J. A. Cardelli (Univ. of Wisconsin), D. C. Ebbets (BASG)

With moderate-to-high resolution gratings and the capability to produce high signal-to-noise data ($S/N>>100/1$), the Goddard High Resolution Spectrograph (GHRS) aboard the Hubble Space Telescope has as one of its most significant attributes the ability to produce unprecedented data on weak UV absorption lines (e.g. $W_\lambda\leq2$ m\AA). For example, the GHRS has been used to obtain new data on weak semi-forbidden transitions of important cosmically abundant species like C II (Cardelli et al. 1991, ApJ, 377, L57; Cardelli et al. 1993, ApJ, 402, L17) and Si II (Cardelli et al. 1993, ApJ, in press) as well as low cosmic abundance species like B II and Co II (Federman et al. 1993, ApJ, 413, L51). In this paper we present data on the first interstellar detections of the heavy elements Tl (Z = 81) and Pb (Z = 82) toward the star $\zeta$ Ophiuchi.

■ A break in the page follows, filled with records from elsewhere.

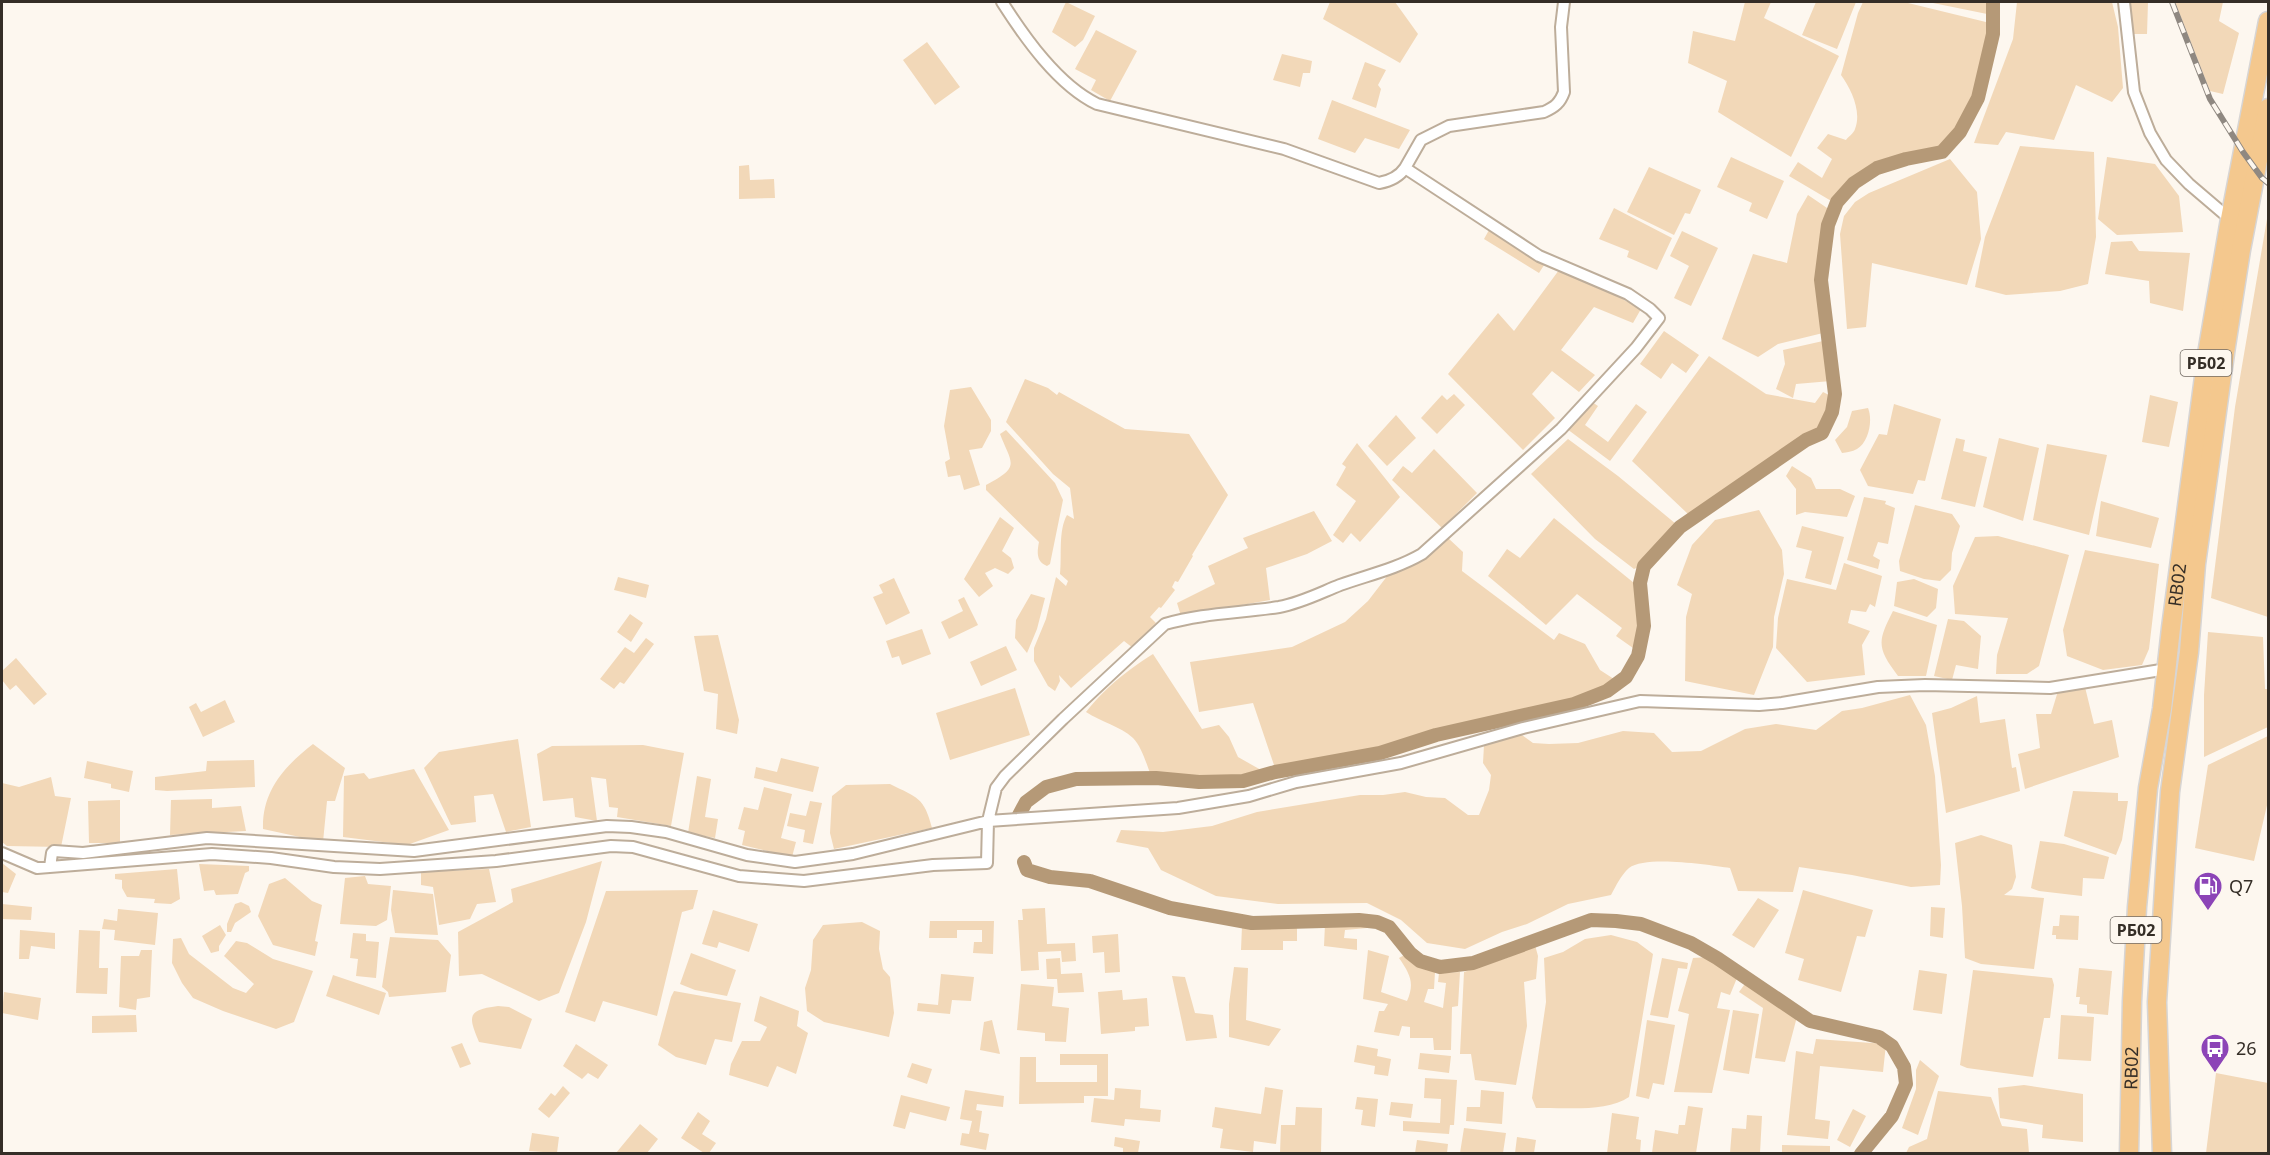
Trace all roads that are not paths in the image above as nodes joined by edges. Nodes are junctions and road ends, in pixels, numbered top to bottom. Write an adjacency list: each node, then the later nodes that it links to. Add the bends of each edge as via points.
1 (1002, 2): 6 (street, via 1071,88 1097,104 1284,149 1379,183 1390,181)
2 (1564, 2): 6 (street, via 1564,92 1560,101 1544,112 1449,126 1420,140)
3 (2124, 2): 7 (street, via 2134,92 2150,133 2166,160)
4 (2268, 21): 7 (highway, RB02 / РБ02)
5 (2268, 108): 14 (highway, RB02 / РБ02, via 2226,346 2170,792 2157,1002)
6 (1405, 168): 9 (street, via 1539,256 1628,294 1659,318 1561,429 1406,564 1280,607 1165,624 1005,776 996,788)
7 (2230, 219): 8 (highway, RB02 / РБ02, via 2207,354)
8 (2167, 669): 9 (street, via 2050,688 1878,687 1759,705 1640,701 1523,728 1401,763 1296,782 1249,796 1178,808); 13 (highway, RB02 / РБ02, via 2148,788 2137,907)
9 (988, 821): 10 (street, via 853,854 795,862 747,855 666,832 631,827); 10 (street, via 987,863 933,865 804,881 739,876 633,847)
10 (611, 836): 12 (street, via 496,861 380,869 212,854); 12 (street, via 414,851 207,838 83,853 55,851)
11 (2, 853): 12 (street, via 37,868)
12 (51, 861)
13 (2129, 1154)
14 (2162, 1154)

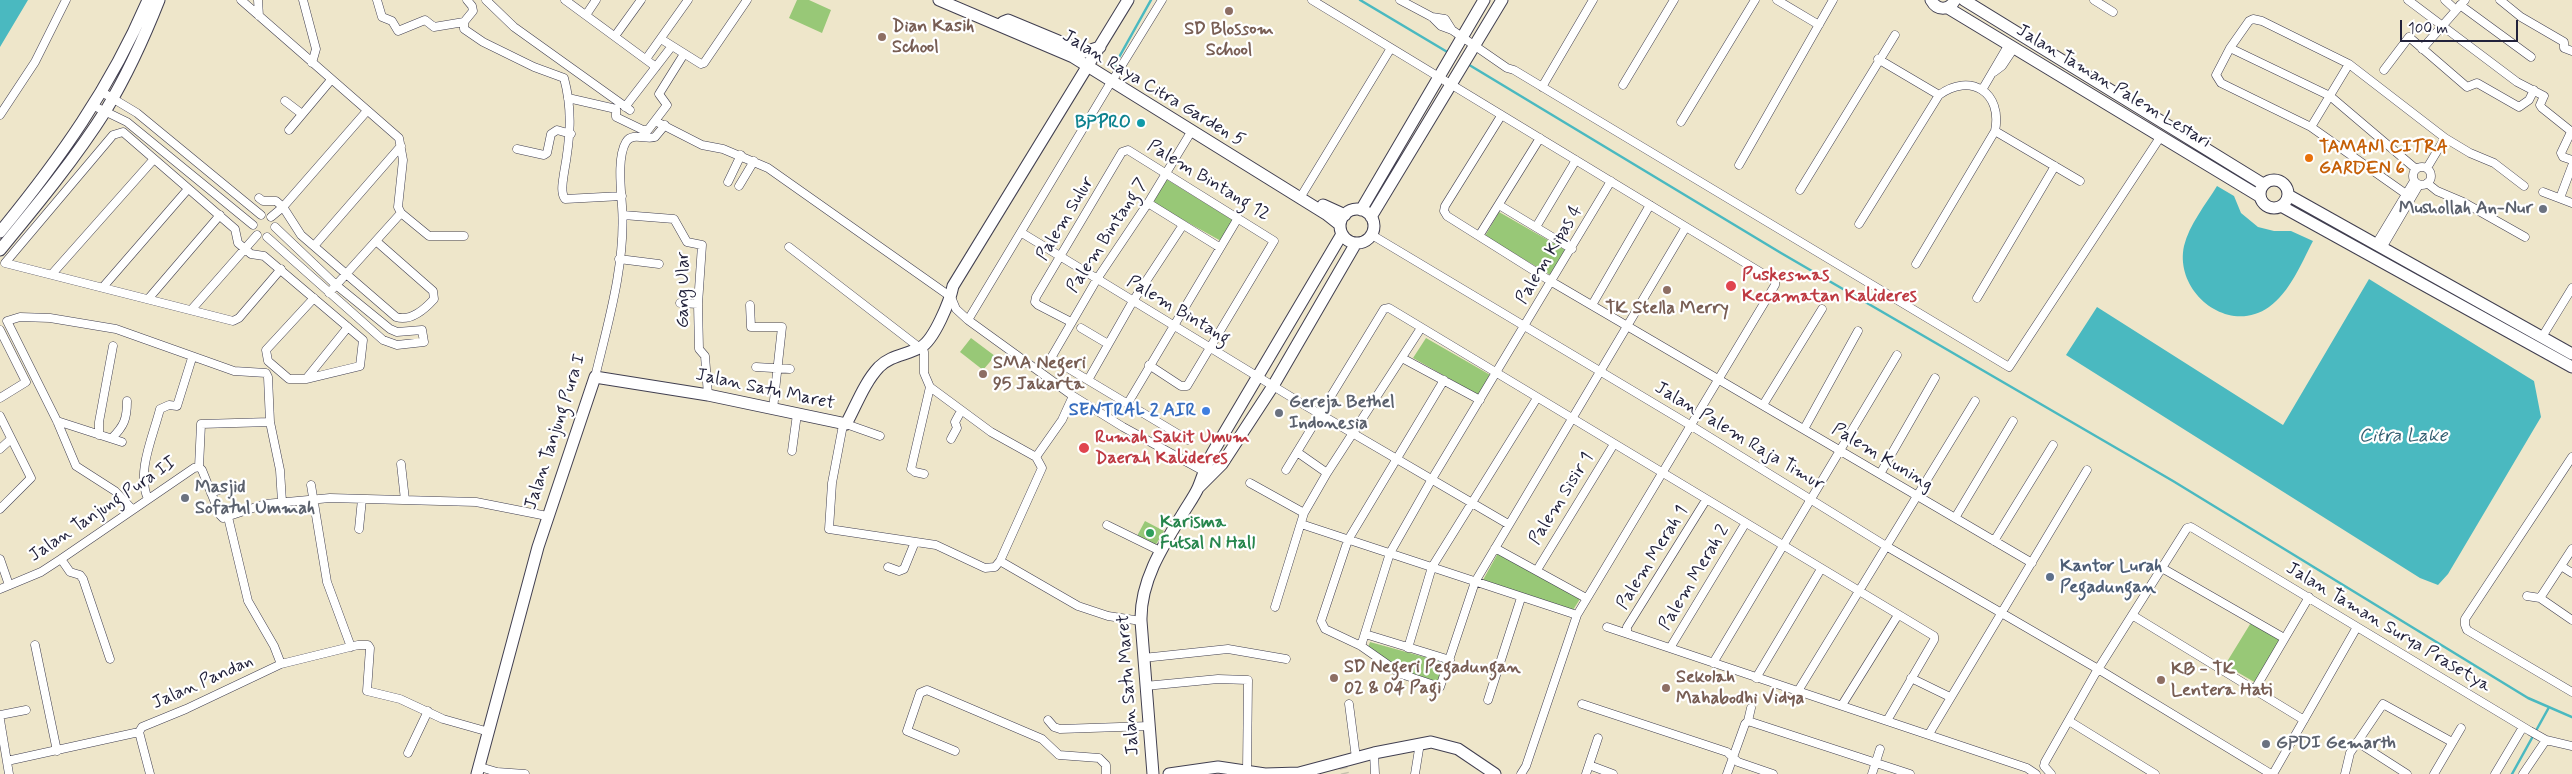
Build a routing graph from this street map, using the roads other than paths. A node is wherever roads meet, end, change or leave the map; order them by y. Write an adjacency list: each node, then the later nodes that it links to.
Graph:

Together with recent GHRS detections of Ga (Z = 31), Ge (Z = 32), Kr (Z = 36), Sn (Z = 50) (Cardelli, Savage, and Ebbets 1991, ApJ, 383, L23; Hobbs et al. 1993, ApJ, 411, 750), As (Z = 33), and Se (Z = 34) (Cardelli et al. 1993, ApJ, 416, L41), this brings to eight the number of heavier-than-Zn (Z = 30) elements thus far observed in the ISM. What makes these heavy elements important is that they arise from nucleosynthetic pathways (s- and r-process) uniquely different from those which produce Zn and the lighter elements. Consequently, these elements offer a unique opportunity to study the effects of nucleosynthetic enrichment, the mixing of the interstellar gas, and the efficiency with which heavy elements chemically interact with interstellar dust.